Le monde socioculturel humain est donc infiniment plus qu’un simple environnement de l’individu : c’est l’humanité même objectivée d’une deuxième et tout autre façon que le génome d’Homo sapiens, et donc source majeure de notre personnalité. Des animaux aux humains évolués s’est ainsi opérée une foncière inversion : ce qui fait d’un chimpanzé un chimpanzé vient pour l’essentiel de son génome, et se voit seulement moduler par l’environnement ; ce qui fait de nous des humains évolués tous semblables et tous différents vient au contraire pour l’essentiel de notre monde social externe. Qualifier identiquement la forêt équatoriale où vit le chimpanzé et l’univers socioculturel du petit d’homme d’environnement, pratique quasi universelle dans les neurosciences d’aujourd’hui[4]Exemple entre tant d’autres: Dr Catherine Guéguen, Pour une enfance heureuse – Repenser l’éducation à la lumière des dernières découvertes sur le cerveau, Robert Laffont, 2014, où le monde social est sans cesse appelé «environnement». Et cela même chez les meilleurs, tel Jean-Pierre Changeux, cf. de bout en bout L’Homme de vérité, Odile Jacob, 2002., trahit donc une complète incompréhension de ce qui fait de nous tout autre chose que des vertébrés supérieurs – que bien sûr nous restons cependant à la base. Et on conçoit que la science du cerveau humain puisse être, selon qu’elle a ou n’a pas compris ce qui précède, un savoir majeur ou une redoutable mystification.
Non, les destins scolaires ne sont pas une «fonction du cerveau»

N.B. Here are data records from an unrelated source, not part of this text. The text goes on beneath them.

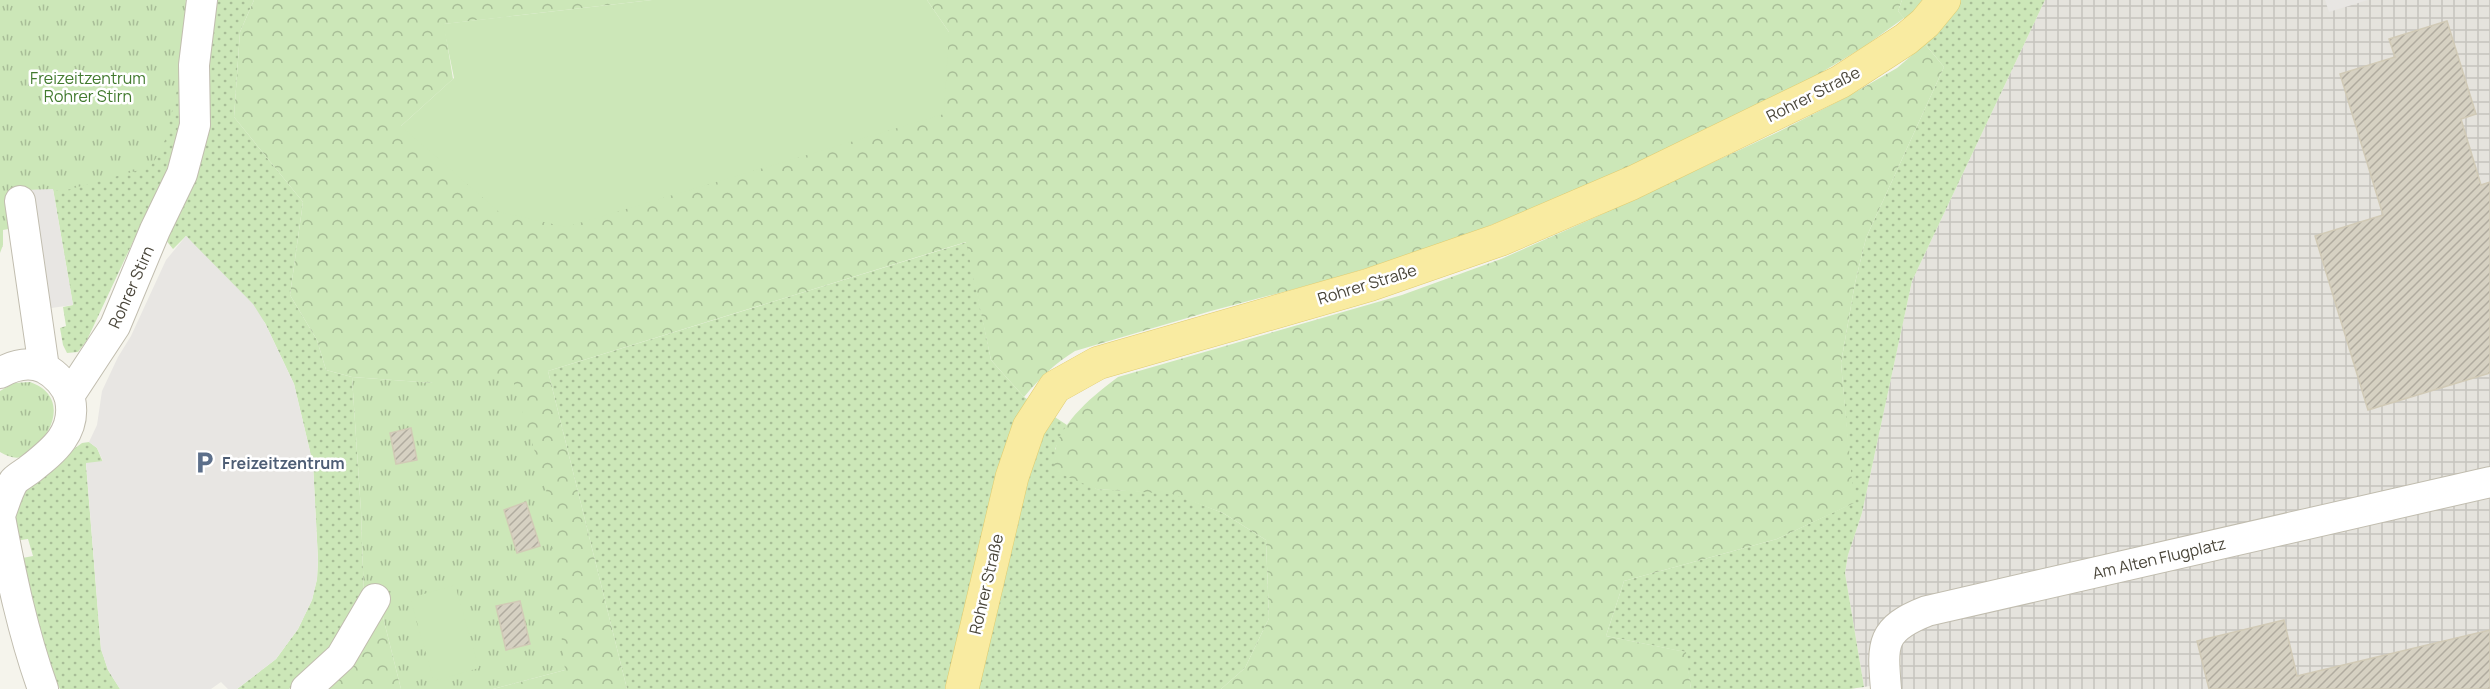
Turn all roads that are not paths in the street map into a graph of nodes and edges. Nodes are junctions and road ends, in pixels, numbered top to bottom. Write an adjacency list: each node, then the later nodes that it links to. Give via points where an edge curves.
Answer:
1 (202, 0): 6 (street, Rohrer Stirn, via 194,65 195,125 182,174 115,326)
2 (1944, 0): 12 (main road, Rohrer Straße, via 1906,39 1840,82 1632,183 1499,240 1369,285 1098,363 1055,387 1029,427 1012,477)
3 (20, 201): 4 (street)
4 (44, 368): 5 (street, via 29,364 12,366); 6 (street, via 63,383)
5 (0, 373)
6 (69, 396): 8 (street, via 71,425 64,438 15,480)
7 (2490, 482): 13 (street, Am Alten Flugplatz, via 1927,611 1895,626 1888,637)
8 (0, 516): 10 (street, via 22,624)
9 (375, 599): 11 (street, via 342,657)
10 (43, 689)
11 (306, 689)
12 (962, 689)
13 (1886, 689)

Le point capital est donc ceci : nos capacités supérieures ne sont pas des données de nature en nous mais des acquis d’histoire hors de nous que nous avons à nous approprier. Bien différent d’un pur environnement, le monde socioculturel est pour chacun-e de nous un capital milieu formateur, et ce qui décide de notre personnalité biographique, par exemple de notre destin scolaire, est la façon singulière dont se nouent nos relations formatrices avec lui. On a beaucoup débattu sur ce qui est déterminant dans cette façon, et il est devenu clair que le plus décisif est le sens personnel vécu que prennent ou ne prennent pas pour l’individu, dès sa prime enfance, telles ou telles activités d’apprentissage. Ici les attentes familiales jouent un fort rôle, mais complexe, et pas seulement elles. Chez qui ne prennent pas sens des apprentissages donnés, ils demeurent une corvée – les capacités correspondantes ne se forment pas, ou mal. Chez qui ils font sens, vécus comme un agrandissement de soi-même, ils sont intériorisés avec faveur et peuvent même devenir passion – ainsi prennent corps les prétendus «dons». S’imaginer qu’on en trouvera la source «dans le cerveau» est débile.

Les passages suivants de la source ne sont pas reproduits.